Private funds promised for lion's share of JFK airport plan
John F. Kennedy International Airport will get its day in the redevelopment sun.
Port Authority of New York and New Jersey Executive Director Rick Cotton unveiled a $13 billion modernization plan for the airport Thursday that features two new terminals and enhanced roadway access.
The project, which is supposed to include $12 billion of private funding, advances a vision outlined by Gov. Andrew Cuomo in January 2017. It follows in the footsteps of a public-private partnership two years ago by the Port Authority for an $8 billion overhaul of LaGuardia Airport.

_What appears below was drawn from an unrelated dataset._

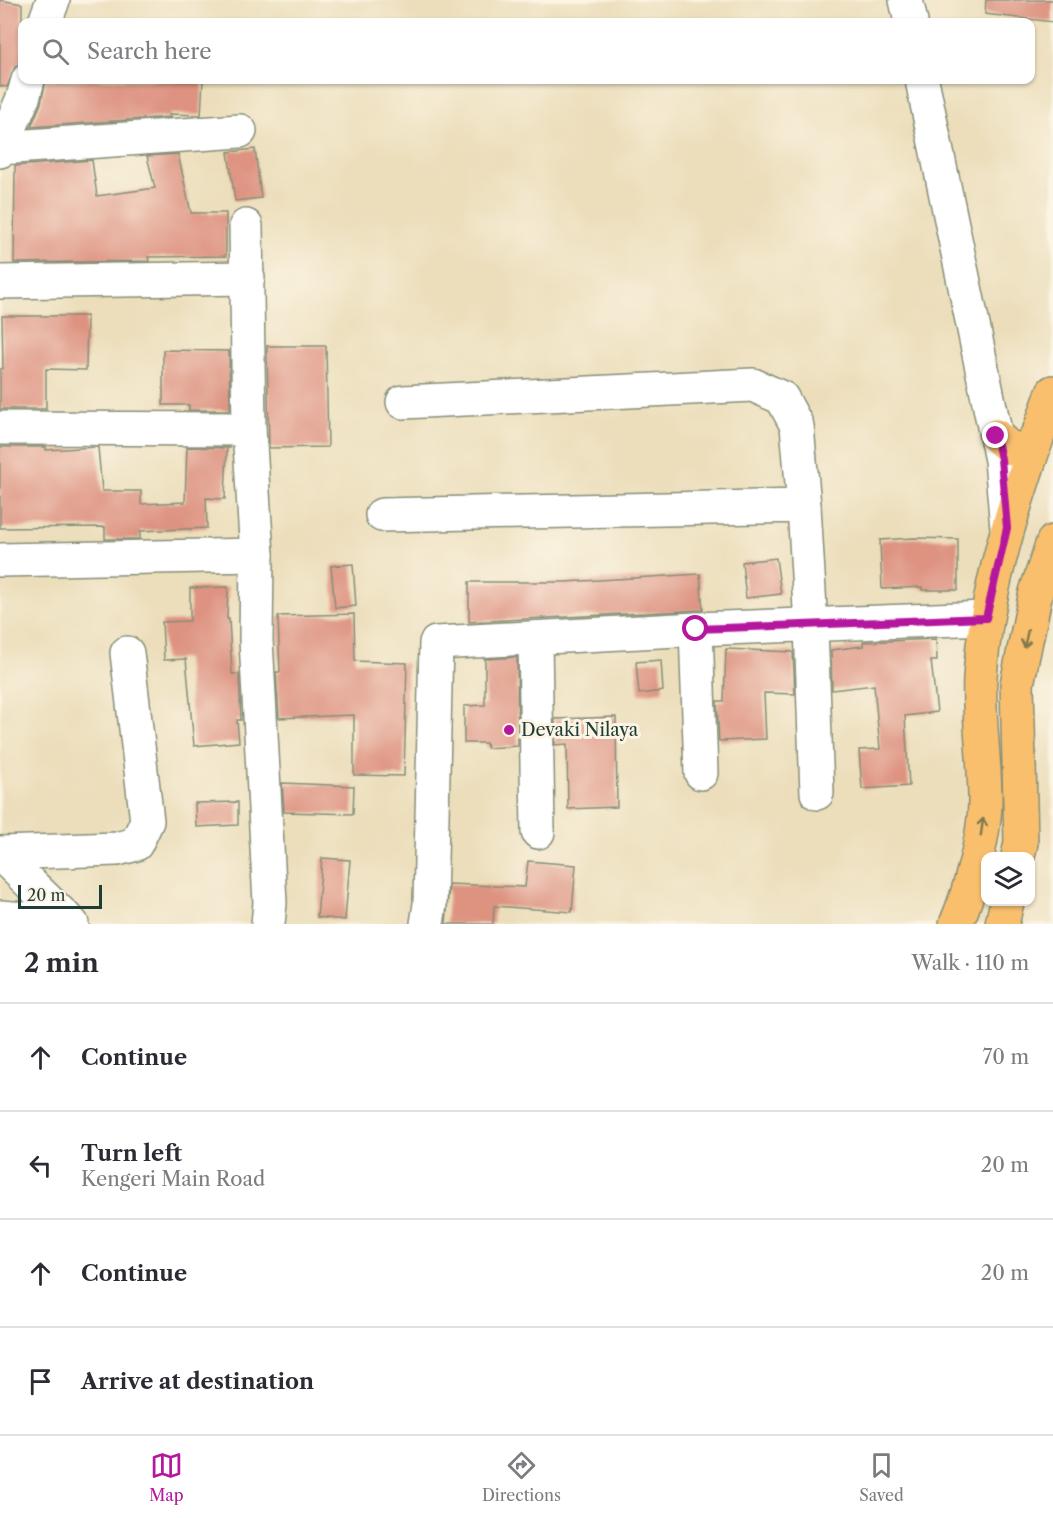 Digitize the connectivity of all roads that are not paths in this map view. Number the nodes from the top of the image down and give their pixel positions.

“Governor Cuomo challenged us to leverage precious Port Authority capital plan dollars to maximize private investment," Cotton said during an Association for Better New York breakfast event in midtown Manhattan. “We have done just that with more than 90 percent of the $13 billion investment coming from private non-Port Authority capital sources.”
The Port Authority, which is one of the nation's largest municipal bond issuers, budgeted $1 billion in its 10-year capital plan for the JFK project with expectations that the private sector would chip in for most of the redevelopment. The bi-state transportation agency, which has around $20 billion in outstanding debt, is rated Aa3 by Moody's Investors Service and AA-minus by S&P Global Ratings and Fitch Ratings.
Construction is slated to commence in 2020 with the first new gates opening in 2023 and “substantial completion” in 2025. Port Authority officials said the airport set a record with nearly 60 million passengers in 2017 and is projected to eclipse 75 million passengers by 2030. Cotton said the JFK project will be the largest transportation undertaking in the agency’s 97-year history.
“While leaders in Washington talk about investing in infrastructure, we're actually doing it at historic levels and the transformation of JFK Airport into a 21st century transportation hub will ensure New York remains the nation's front door to the world," Cuomo said in a statement. "This historic investment to modernize JFK Airport and the surrounding transportation network will not only ease travel through this major hub, but it will ensure JFK joins the ranks as one of the finest airports in the world."
JetBlue Airways is developing a new $3 billion, 1.2 million-square-foot terminal project on the north side of JFK Airport with Vantage Airport Group and RXR Realty LLC. The airline plans to demolish a 48-year-old terminal and use the space created when another terminal was demolished in 2011. The new expanded complex will link to JetBlue’s existing terminal that opened in 2008.
A $7 billion, 2.9 million-square-foot terminal slated for the airport’s south side is being spearheaded by the Terminal One Group, a consortium of four international airlines—Lufthansa, Air France, Japan Airlines and Korean Air Lines. It would replace two terminals that are 56 and 20 years old and take up space where another terminal was demolished in 2014. The new larger facility will yield a net increase of over 2 million square feet from the existing terminals and accommodate larger, wide-body aircraft.
The JFK redevelopment will also include improved passenger connectivity among terminal areas as well as the Port Authority adding 50% capacity to the airport’s AirTrain system. The New York State Department of Transportation has also targeted $1.5 billion in highway improvements designed to ease bottlenecks on the Kew Gardens Interchange and Van Wyck Expressway.
“JFK has long been the dreaded airport in New York, with outdated amenities, confusing navigation, and challenging access from the outside,” said Kathryn Wylde, Partnership for New York City president and CEO. “This investment is an unprecedented commitment to modernizing our infrastructure and ensuring that New Yorkers and visitors will have the 21st century travel experience they have come to expect.”